What to do: Lift out all lines below that contain "الجهراء".

[Stored items]
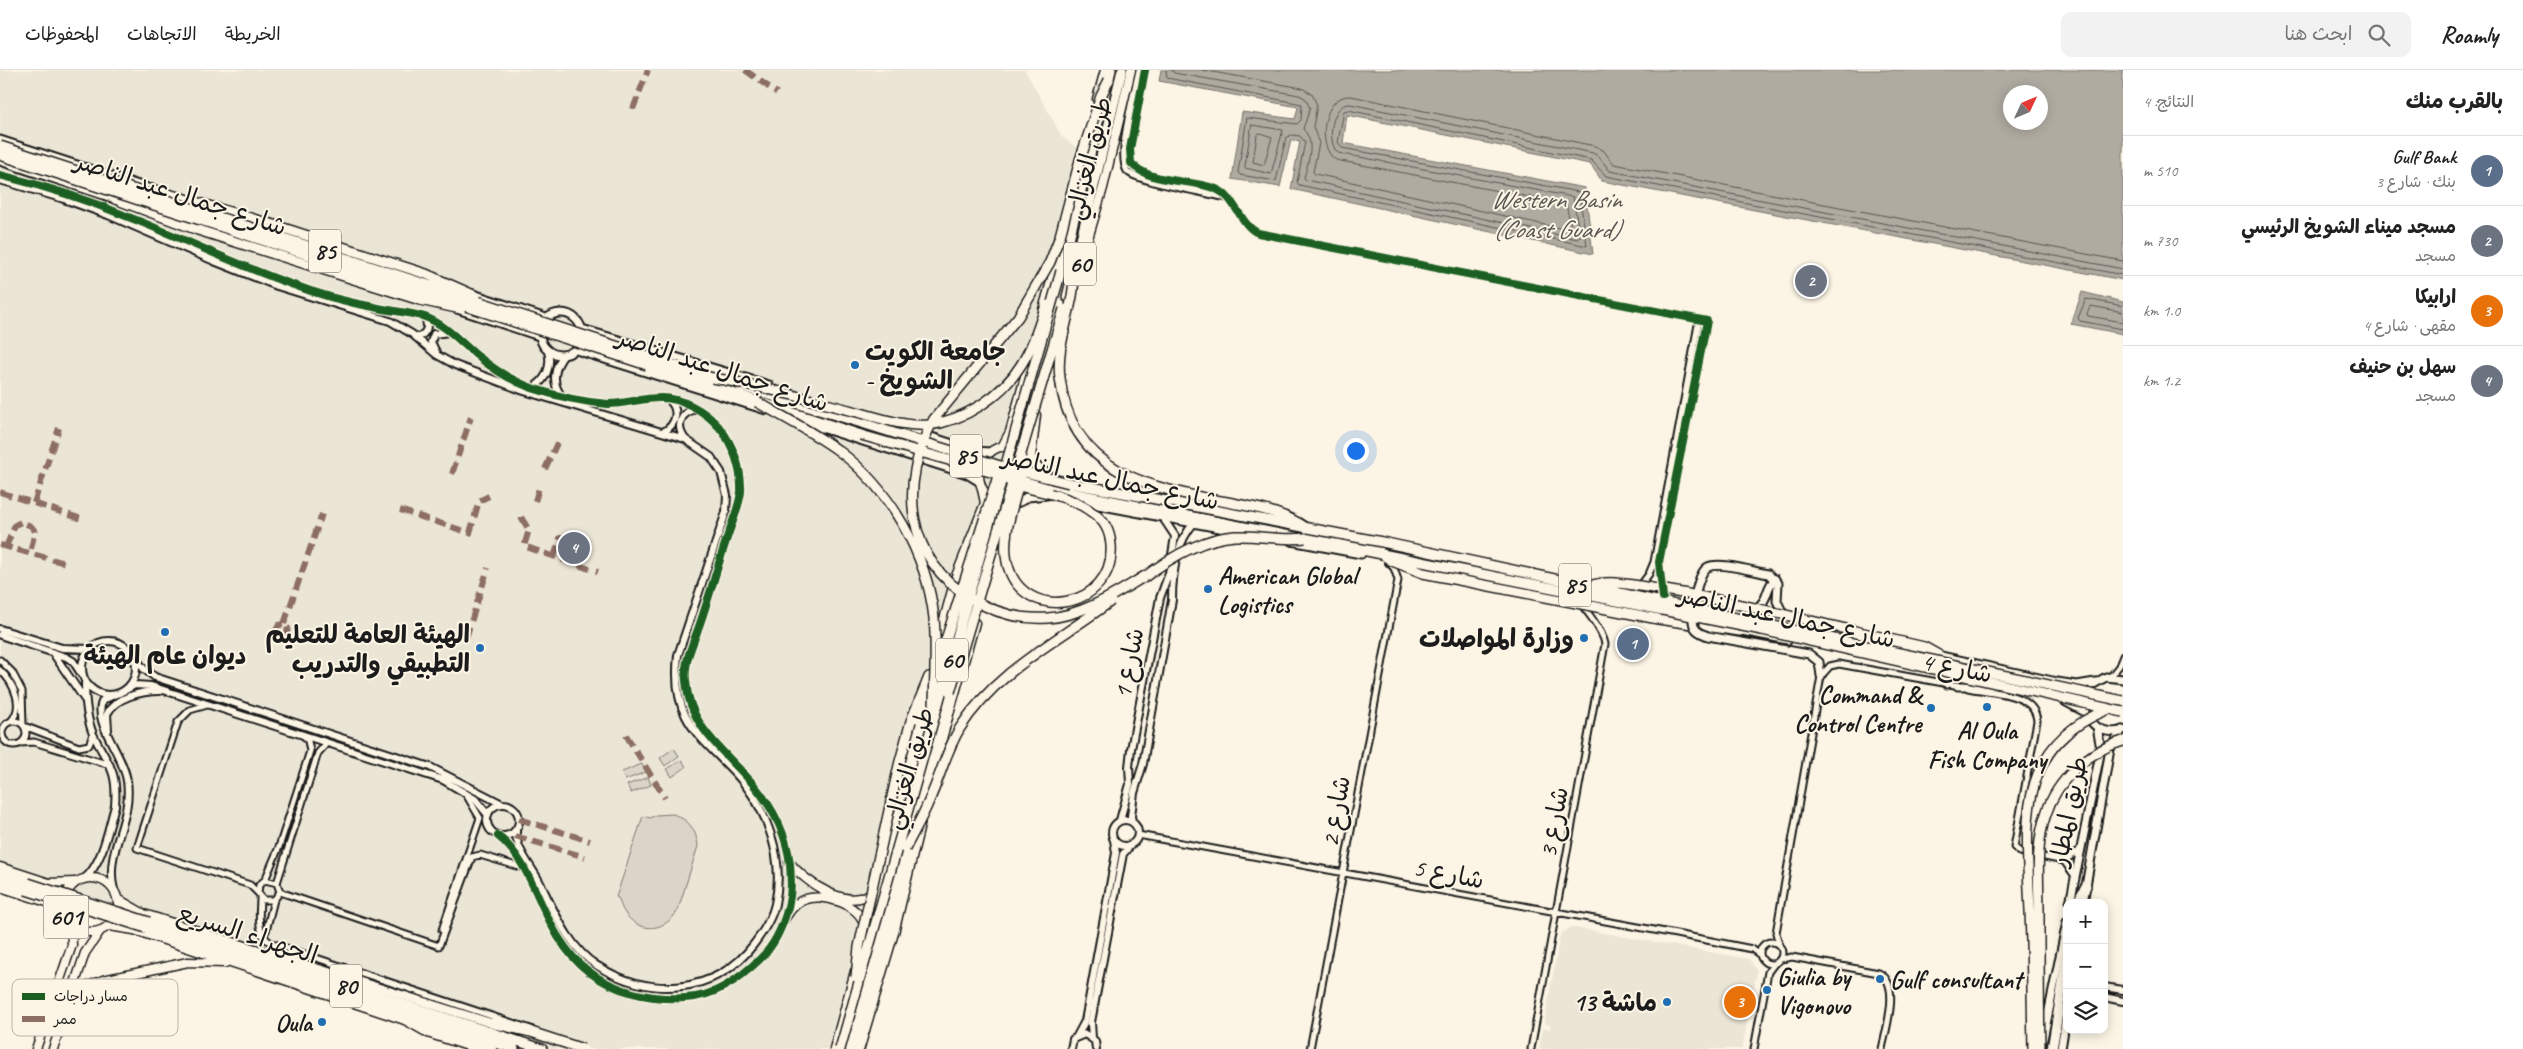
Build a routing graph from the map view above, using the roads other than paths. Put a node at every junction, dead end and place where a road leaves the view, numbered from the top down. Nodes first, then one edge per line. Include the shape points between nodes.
1 (1104, 70) edge
2 (1122, 70) edge
3 (1131, 70) edge
4 (1139, 70) edge
5 (1145, 70) edge
6 (1110, 75) edge
7 (0, 140) edge
8 (0, 146) edge
9 (0, 155) edge
10 (0, 161) edge
11 (0, 175) edge
12 (0, 180) edge
13 (152, 190) junction
14 (115, 199) junction
15 (1230, 200) junction
16 (141, 225) junction
17 (154, 231) junction
18 (1074, 269) junction
19 (1061, 271) junction
20 (500, 312) junction
21 (425, 318) junction
22 (546, 318) junction
23 (1699, 320) junction
24 (582, 329) junction
25 (450, 332) junction
26 (539, 336) junction
27 (417, 338) junction
28 (576, 350) junction
29 (548, 352) junction
30 (437, 355) junction
31 (564, 356) junction
32 (712, 378) junction
33 (532, 388) junction
34 (562, 397) junction
35 (667, 398) junction
36 (757, 402) junction
37 (697, 409) junction
38 (663, 432) junction
39 (685, 439) junction
40 (1002, 447) junction
41 (1012, 449) junction
42 (991, 452) junction
43 (1021, 454) junction
44 (1033, 461) junction
45 (1005, 478) junction
46 (981, 486) junction
47 (1028, 497) junction
48 (1019, 502) junction
49 (1163, 518) junction
50 (1194, 523) junction
51 (1306, 528) junction
52 (1175, 536) junction
53 (1183, 536) junction
54 (1305, 538) junction
55 (1383, 556) junction
56 (1415, 565) junction
57 (1145, 576) junction
58 (1775, 579) junction
59 (1398, 580) junction
60 (1586, 588) junction
61 (1636, 592) junction
62 (1768, 595) junction
63 (1572, 596) junction
64 (1663, 597) junction
65 (1777, 597) junction
66 (1160, 598) junction
67 (1590, 599) junction
68 (1172, 600) junction
69 (1584, 607) junction
70 (1749, 614) junction
71 (1788, 622) junction
72 (1740, 631) junction
73 (1, 634) edge
74 (1790, 640) junction
75 (1766, 646) junction
76 (90, 648) junction
77 (52, 652) junction
78 (1940, 656) junction
79 (2123, 656) edge
80 (134, 657) junction
81 (0, 660) edge
82 (0, 670) edge
83 (1941, 674) junction
84 (1822, 676) junction
85 (2111, 676) junction
86 (929, 677) junction
87 (84, 678) junction
88 (2123, 678) edge
89 (1959, 682) junction
90 (2095, 682) junction
91 (1947, 684) junction
92 (126, 690) junction
93 (167, 692) junction
94 (114, 695) junction
95 (213, 695) junction
96 (85, 701) junction
97 (2123, 702) edge
98 (208, 705) junction
99 (2086, 712) junction
100 (2123, 712) edge
101 (10, 722) junction
102 (24, 726) junction
103 (934, 726) junction
104 (2097, 727) junction
105 (2123, 730) edge
106 (94, 734) junction
107 (303, 735) junction
108 (2123, 741) edge
109 (21, 743) junction
110 (327, 743) junction
111 (115, 746) junction
112 (306, 762) junction
113 (1129, 762) junction
114 (1143, 764) junction
115 (111, 765) junction
116 (314, 765) junction
117 (430, 767) junction
118 (428, 775) junction
119 (444, 776) junction
120 (930, 781) junction
121 (464, 791) junction
122 (765, 801) junction
123 (756, 803) junction
124 (502, 804) junction
125 (114, 812) junction
126 (488, 815) junction
127 (125, 816) junction
128 (1120, 820) junction
129 (1132, 821) junction
130 (782, 829) junction
131 (516, 831) junction
132 (770, 833) junction
133 (1138, 835) junction
134 (498, 836) junction
135 (1114, 840) junction
136 (889, 845) junction
137 (1131, 845) junction
138 (905, 849) junction
139 (2080, 850) junction
140 (2064, 861) junction
141 (789, 862) junction
142 (0, 867) edge
143 (523, 868) junction
144 (1343, 872) junction
145 (0, 874) edge
146 (2075, 876) junction
147 (880, 879) junction
148 (80, 880) junction
149 (0, 881) edge
150 (264, 881) junction
151 (277, 883) junction
152 (250, 885) junction
153 (2086, 886) junction
154 (0, 887) edge
155 (114, 890) junction
156 (280, 892) junction
157 (259, 895) junction
158 (118, 899) junction
159 (2071, 899) edge
160 (2079, 899) edge
161 (2084, 899) edge
162 (274, 900) junction
163 (1556, 912) junction
164 (65, 913) junction
165 (784, 920) junction
166 (71, 924) junction
167 (109, 926) junction
168 (100, 931) junction
169 (1776, 933) junction
170 (262, 935) junction
171 (864, 936) junction
172 (1770, 941) junction
173 (2063, 941) edge
174 (1779, 944) junction
175 (1762, 945) junction
176 (438, 946) junction
177 (1752, 949) junction
178 (1783, 950) junction
179 (747, 953) junction
180 (1760, 955) junction
181 (1792, 957) junction
182 (83, 959) junction
183 (1781, 959) junction
184 (1765, 962) junction
185 (235, 963) junction
186 (756, 963) junction
187 (67, 964) junction
188 (1774, 964) junction
189 (1768, 972) junction
190 (62, 979) edge
191 (77, 979) edge
192 (107, 979) edge
193 (2063, 983) edge
194 (661, 987) junction
195 (2108, 988) edge
196 (856, 990) junction
197 (2123, 990) edge
198 (660, 998) junction
199 (2108, 998) edge
200 (2123, 1001) edge
201 (406, 1020) junction
202 (492, 1023) junction
203 (2063, 1034) edge
204 (41, 1036) edge
205 (58, 1036) edge
206 (1077, 1036) junction
207 (1092, 1038) junction
208 (551, 1043) junction
209 (1096, 1047) edge
210 (36, 1049) edge
211 (53, 1049) edge
212 (479, 1049) edge
213 (492, 1049) edge
214 (514, 1049) edge
215 (542, 1049) edge
216 (571, 1049) edge
217 (583, 1049) edge
218 (834, 1049) edge
219 (840, 1049) edge
220 (850, 1049) edge
221 (855, 1049) edge
222 (859, 1049) edge
223 (1071, 1049) edge
224 (1104, 1049) edge
225 (1310, 1049) edge
226 (1531, 1049) edge
227 (1754, 1049) edge
228 (1882, 1049) edge
229 (2033, 1049) edge
230 (2040, 1049) edge
231 (2052, 1049) edge
232 (2061, 1049) edge

1 - 40 main road, طريق الغزالي / 60 via 1070,212 1010,432
2 - 18 highway, 60
3 - 44 main road, طريق الغزالي / 60 via 1100,198 1036,417
4 - 15 street via 1124,146 1124,164 1128,172 1143,180
5 - 15 street via 1130,149 1132,163 1145,174 1212,187
6 - 19 highway, 60, bridge
6 - 57 highway, bridge via 1080,160 1050,262 1018,317 934,419 924,436 914,467 912,507 925,551 945,578 986,608 1006,614 1027,618 1069,614 1107,598
7 - 13 main road
8 - 20 highway, شارع جمال عبد الناصر / 85, bridge
9 - 20 highway, شارع جمال عبد الناصر / 85, bridge
10 - 14 main road
11 - 16 street via 64,192
12 - 16 street
13 - 20 highway, bridge via 426,274
13 - 22 main road
14 - 20 highway, bridge via 198,230 420,300
14 - 26 main road
15 - 23 street via 1251,228 1262,234
16 - 17 street
17 - 21 street via 292,285
17 - 27 street via 214,261 277,286 390,320
18 - 43 highway, طريق الغزالي / 60, bridge
18 - 51 highway, bridge via 1075,286 1061,347 1060,376 1070,418 1092,450 1117,470 1154,487 1273,511
19 - 32 highway, bridge via 1030,350 1014,376 977,407 942,422 927,425 896,422 742,382
19 - 41 highway, طريق الغزالي / 60, bridge
20 - 32 highway, شارع جمال عبد الناصر / 85, bridge
20 - 36 highway, شارع جمال عبد الناصر / 85, bridge
21 - 25 street
21 - 27 street via 426,331
22 - 24 main road via 556,313 567,314 576,319
22 - 26 main road
23 - 61 street via 1654,562
23 - 64 street via 1706,321 1659,562
24 - 28 main road via 582,340
24 - 42 main road via 805,395 974,451
25 - 30 street via 440,331 432,338
25 - 33 street via 498,372
26 - 29 main road
27 - 30 street
28 - 31 main road
28 - 46 main road via 967,474
29 - 31 main road
29 - 33 street via 550,362 545,378
30 - 38 street via 455,365 559,403
31 - 34 street via 557,365 554,382
32 - 51 highway, شارع جمال عبد الناصر / 85, bridge via 1041,476
33 - 34 street
34 - 35 street via 612,404
35 - 37 street
35 - 38 street via 676,414 671,427
36 - 45 highway, شارع جمال عبد الناصر / 85, bridge
36 - 103 highway, bridge via 816,435 863,472 882,494 907,533 921,565 933,615
37 - 39 street via 687,412 681,420 680,430
37 - 122 street via 715,422 731,445 740,472 741,490 686,659 686,682 690,705 699,726
38 - 39 street
39 - 123 street via 702,449 716,464 724,480 727,504 678,655 678,692 685,717 693,730 737,776
40 - 42 main road
40 - 44 main road via 1018,448
41 - 103 highway, طريق الغزالي / 60, bridge
41 - 136 highway, bridge via 998,474 941,654
42 - 46 main road via 980,469
43 - 45 highway, bridge via 1023,468 1019,483 1018,489 1006,546 1012,575 1024,591 1048,602 1069,602 1090,592 1100,582 1110,560 1109,536 1100,518 1078,504 1019,486 1014,484
43 - 138 highway, طريق الغزالي / 60, bridge
44 - 47 main road via 1036,482
44 - 61 main road, شارع جمال عبد الناصر via 1051,476 1061,479 1334,538
45 - 54 highway, شارع جمال عبد الناصر / 85, bridge
46 - 48 main road via 998,503
46 - 86 main road, طريق الغزالي via 985,503 956,576
47 - 48 main road
47 - 49 main road via 1053,495
48 - 120 main road, طريق الغزالي via 1005,516
49 - 50 main road
49 - 52 street
50 - 53 street, شارع 1
50 - 55 main road
51 - 60 highway, شارع جمال عبد الناصر / 85, bridge
52 - 53 street via 1180,533
52 - 66 street, شارع 1 via 1169,574
53 - 68 street, شارع 1 via 1172,580
54 - 55 highway, شارع جمال عبد الناصر / 85
54 - 57 highway, bridge via 1277,540 1234,536 1213,540 1188,550
55 - 56 main road
55 - 59 street via 1394,568
55 - 72 highway, bridge via 1423,572 1658,619
55 - 100 highway, شارع جمال عبد الناصر / 85, bridge via 1762,630
56 - 59 street
56 - 63 main road
57 - 138 highway, bridge via 1026,659 981,700 953,741
58 - 62 main road
58 - 65 main road via 1778,583
58 - 75 main road, bridge via 1768,574 1720,565 1704,570 1698,581 1693,624 1698,631 1708,636
59 - 144 street, شارع 2
60 - 78 highway, bridge via 1600,583 1616,583 1704,596 1924,647
60 - 97 highway, شارع جمال عبد الناصر / 85, bridge via 1768,624
61 - 64 main road, شارع جمال عبد الناصر
62 - 65 main road
62 - 70 main road via 1764,603
63 - 67 main road
63 - 69 street, شارع 3
64 - 70 main road, شارع جمال عبد الناصر
65 - 71 main road
66 - 68 street
66 - 113 street, شارع 1
67 - 69 street via 1585,601
67 - 72 main road
68 - 114 street, شارع 1
69 - 163 street, شارع 3 via 1602,635 1604,644
70 - 71 main road, شارع جمال عبد الناصر
71 - 78 main road, شارع جمال عبد الناصر
72 - 74 main road
73 - 76 street via 62,648
73 - 77 street
74 - 75 main road
74 - 83 main road
75 - 84 main road via 1809,654 1819,662
76 - 80 street via 111,641 126,647
76 - 87 street via 82,662
77 - 87 street via 73,661
77 - 96 street
78 - 90 main road, شارع جمال عبد الناصر via 2069,684
79 - 85 street
80 - 92 street via 136,675
80 - 95 street via 155,677
81 - 102 street via 12,672 22,691
82 - 101 street via 10,681 16,697 17,712
83 - 89 main road
83 - 91 main road
84 - 91 street, شارع 4 via 1830,666 1839,664
84 - 169 street
85 - 88 main road
85 - 90 main road, شارع جمال عبد الناصر
86 - 136 main road, طريق الغزالي
86 - 196 highway, bridge via 911,721 899,765 859,947
87 - 94 street via 97,693
87 - 96 street
89 - 91 street, شارع 4
89 - 99 main road via 1996,686 2065,702
89 - 140 street, شارع 4 via 2023,700 2034,709 2037,722 2014,845 2018,851
90 - 99 main road via 2086,696
92 - 93 street via 142,685
92 - 94 street
93 - 98 street
93 - 111 street via 137,694 110,708 106,726
94 - 111 street via 103,700 99,713
95 - 98 street
95 - 117 street
96 - 106 street
97 - 229 highway, bridge via 2085,721 2061,739 2043,764 2030,798 2026,838
98 - 107 street
98 - 152 street via 190,710 178,722 137,848
99 - 104 main road
101 - 102 street
101 - 109 street via 3,730 4,738 10,744
102 - 106 street via 79,747 89,745
102 - 109 street via 26,737
103 - 196 highway, طريق الغزالي / 60, bridge
104 - 105 main road via 2109,732
104 - 139 main road, طريق المطار via 2101,749
105 - 153 main road, طريق المطار via 2110,749
106 - 115 street
107 - 110 street
107 - 112 street via 310,747
108 - 230 highway, bridge via 2093,755 2073,771 2057,791 2046,814 2040,839
109 - 115 street via 34,742
110 - 116 street via 320,749
110 - 118 street
111 - 127 street via 127,780
112 - 116 street
112 - 150 street via 279,847
113 - 114 street via 1135,769
113 - 128 street, شارع 1 via 1130,784
114 - 129 street, شارع 1 via 1134,793
115 - 125 street via 116,781
116 - 151 street
117 - 118 street
117 - 119 street
118 - 119 street
119 - 121 street
119 - 124 street
120 - 221 main road, طريق الغزالي
120 - 222 highway via 902,904
121 - 126 street via 482,805
121 - 176 street via 480,818
122 - 123 street via 760,805
122 - 130 street
123 - 132 street
124 - 126 street
124 - 131 street via 518,813 520,819
125 - 127 street
125 - 148 street via 94,868
126 - 134 street via 489,828
127 - 155 street via 110,864
128 - 129 street
128 - 135 street via 1113,827
129 - 133 street
130 - 132 street via 777,827
130 - 141 street
131 - 134 street
131 - 194 street via 518,844 570,939 595,965 627,981
132 - 179 street via 779,880 775,906 762,933
133 - 137 street
133 - 144 street, شارع 5
134 - 143 street via 512,848
135 - 137 street via 1121,845
135 - 206 street via 1116,853 1085,1021
136 - 147 main road, طريق الغزالي
137 - 207 street via 1123,854 1091,1022
138 - 220 highway, طريق الغزالي / 60
139 - 140 street
139 - 146 main road, طريق المطار
140 - 146 street
141 - 147 main road via 821,890 855,900 866,898
141 - 165 street via 790,897
142 - 148 main road via 49,883
143 - 176 street via 480,855 472,857
143 - 198 street via 568,953 611,986
144 - 163 street, شارع 5
144 - 225 street, شارع 2
145 - 215 highway, الجهراء السريع / 80, bridge
146 - 159 main road, طريق المطار
147 - 171 main road, طريق الغزالي
148 - 155 main road, 601 via 98,879
148 - 164 main road, 601 via 70,888 65,898
149 - 214 highway, الجهراء السريع / 80, bridge
150 - 151 street
150 - 152 street
150 - 157 street
151 - 156 street
152 - 157 street
153 - 160 highway
153 - 161 main road, طريق المطار
154 - 164 main road via 53,904
155 - 158 main road, 601
156 - 162 street
156 - 176 street
157 - 162 street via 269,901
157 - 170 street
158 - 167 main road, 601 via 117,914
158 - 202 main road, الجهراء السريع via 144,914
162 - 170 street
163 - 177 street, شارع 5
163 - 226 street, شارع 3
164 - 166 main road, 601
165 - 171 main road via 801,901 820,897 851,906 859,913
165 - 186 street via 772,945
166 - 168 main road, 601 via 84,932
166 - 187 main road, 601 via 73,939
167 - 168 main road, 601
167 - 185 main road, الجهراء السريع via 134,930
168 - 182 main road, 601
169 - 172 street
169 - 174 street
170 - 208 street via 271,943 524,1025
171 - 218 main road, طريق الغزالي
172 - 174 street
172 - 175 street
173 - 230 main road
174 - 178 street
175 - 177 street
175 - 180 street
177 - 180 street, شارع 5
178 - 181 street
178 - 183 street
179 - 186 street
179 - 194 street via 724,973 703,983
180 - 184 street
181 - 183 street
181 - 228 street via 1885,976 1891,993
182 - 187 main road via 76,953
182 - 191 main road, 601
183 - 188 street
184 - 188 street
184 - 189 street
185 - 192 main road via 194,961
185 - 201 main road, الجهراء السريع
186 - 198 street via 733,983 706,995
187 - 190 main road, 601
188 - 189 street
189 - 227 street
193 - 231 highway
194 - 198 street
195 - 197 street
196 - 219 highway, طريق الغزالي / 60, bridge
199 - 200 street
201 - 212 highway via 436,1035
201 - 213 main road, الجهراء السريع
202 - 208 main road, الجهراء السريع
202 - 217 highway, bridge
203 - 232 main road
204 - 210 main road, 601
205 - 211 main road, 601
206 - 207 street via 1085,1034
206 - 223 street via 1071,1043
207 - 209 street
208 - 216 main road, الجهراء السريع
209 - 224 street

Expected answer:
145 - 215 highway, الجهراء السريع / 80, bridge
149 - 214 highway, الجهراء السريع / 80, bridge
158 - 202 main road, الجهراء السريع via 144,914
167 - 185 main road, الجهراء السريع via 134,930
185 - 201 main road, الجهراء السريع
201 - 213 main road, الجهراء السريع
202 - 208 main road, الجهراء السريع
208 - 216 main road, الجهراء السريع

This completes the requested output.